Data to process START

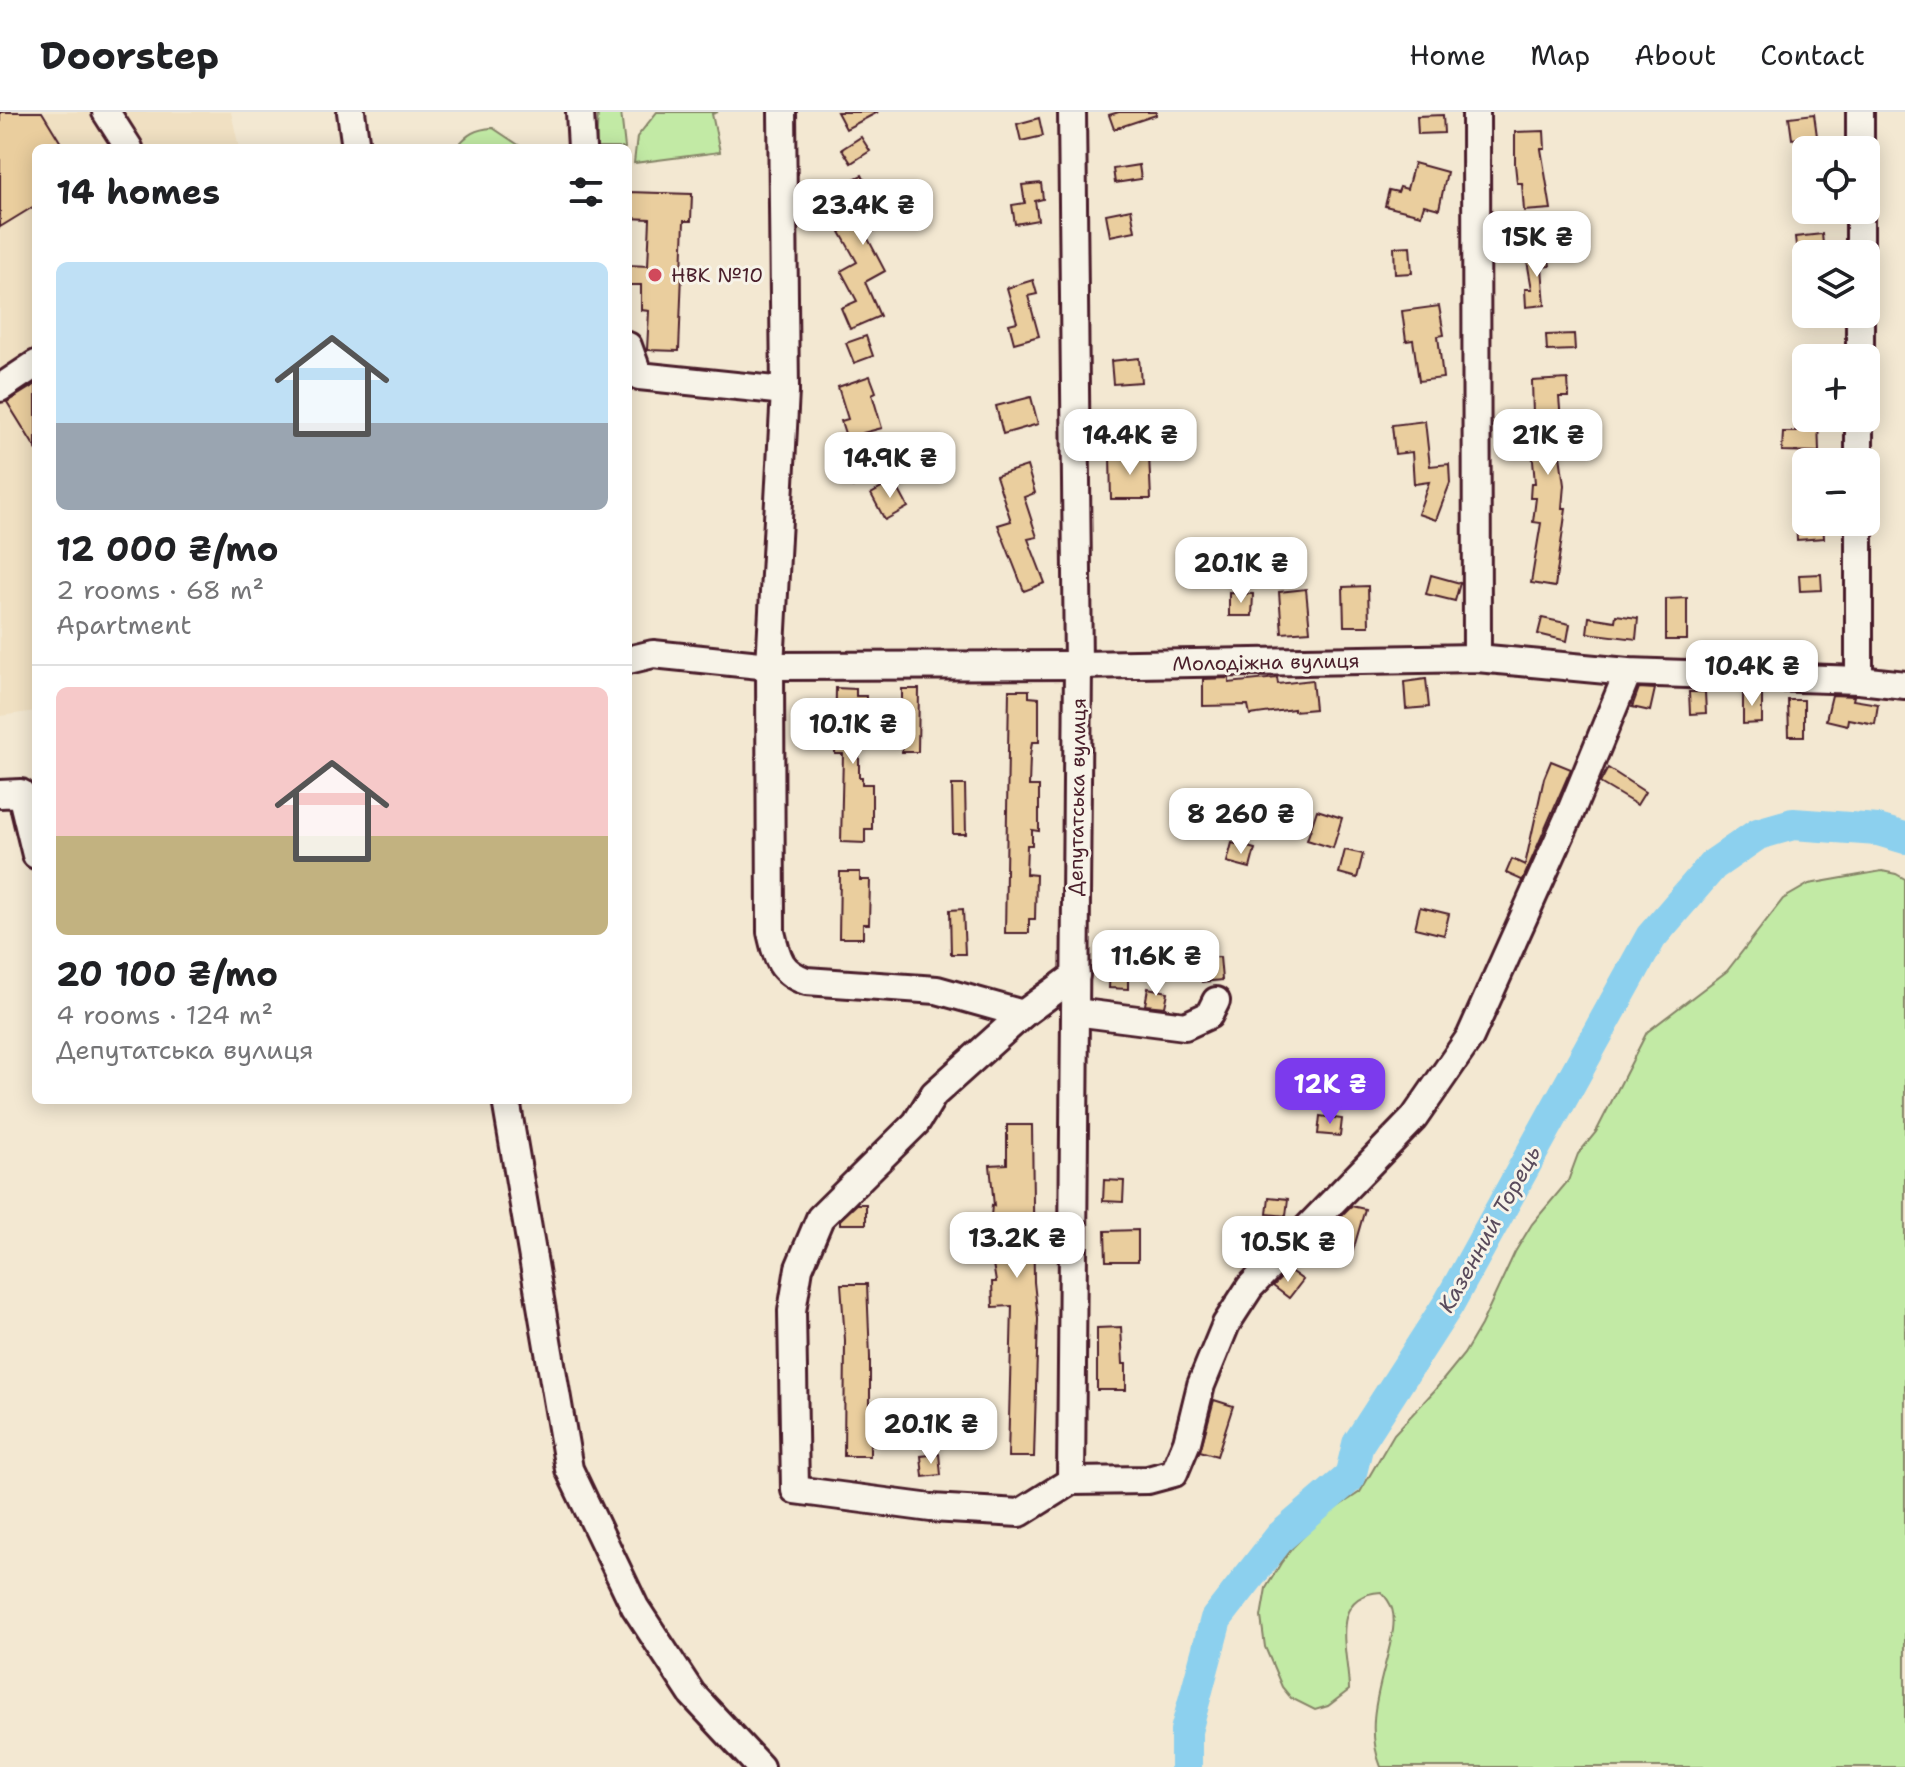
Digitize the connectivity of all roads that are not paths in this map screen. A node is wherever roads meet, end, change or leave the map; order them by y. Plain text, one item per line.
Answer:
1 (106, 112) edge
2 (351, 112) edge
3 (580, 112) edge
4 (782, 112) edge
5 (1072, 112) edge
6 (1476, 112) edge
7 (1860, 112) edge
8 (1860, 136) edge
9 (126, 144) edge
10 (355, 144) edge
11 (582, 144) edge
12 (632, 357) edge
13 (32, 367) edge
14 (0, 388) edge
15 (785, 391) junction
16 (1859, 536) edge
17 (1477, 658) junction
18 (632, 659) edge
19 (1078, 665) junction
20 (770, 666) junction
21 (1628, 672) junction
22 (1859, 680) junction
23 (1905, 685) edge
24 (0, 794) edge
25 (32, 838) edge
26 (1076, 975) junction
27 (1216, 1001) dead end
28 (1075, 1012) junction
29 (1023, 1014) junction
30 (507, 1104) edge
31 (1071, 1481) junction
32 (760, 1767) edge

1 - 9 street
2 - 10 street
3 - 11 street
4 - 15 street
5 - 19 street, Депутатська вулиця
6 - 17 street
7 - 8 street
12 - 15 street
13 - 14 street
15 - 20 street
16 - 22 street
17 - 19 street, Молодіжна вулиця
17 - 21 street, Молодіжна вулиця
18 - 20 street, Молодіжна вулиця
19 - 20 street, Молодіжна вулиця
19 - 26 street, Депутатська вулиця
20 - 29 street
21 - 22 street, Молодіжна вулиця
21 - 31 street
22 - 23 street, Молодіжна вулиця
24 - 25 street
26 - 28 street, Депутатська вулиця
26 - 29 street
27 - 28 street
28 - 31 street, Депутатська вулиця
29 - 31 street
30 - 32 street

Data to process END

## Task statement:
Copy all lines in the listing above where the string "junction" appears.

## Result of the task:
15 (785, 391) junction
17 (1477, 658) junction
19 (1078, 665) junction
20 (770, 666) junction
21 (1628, 672) junction
22 (1859, 680) junction
26 (1076, 975) junction
28 (1075, 1012) junction
29 (1023, 1014) junction
31 (1071, 1481) junction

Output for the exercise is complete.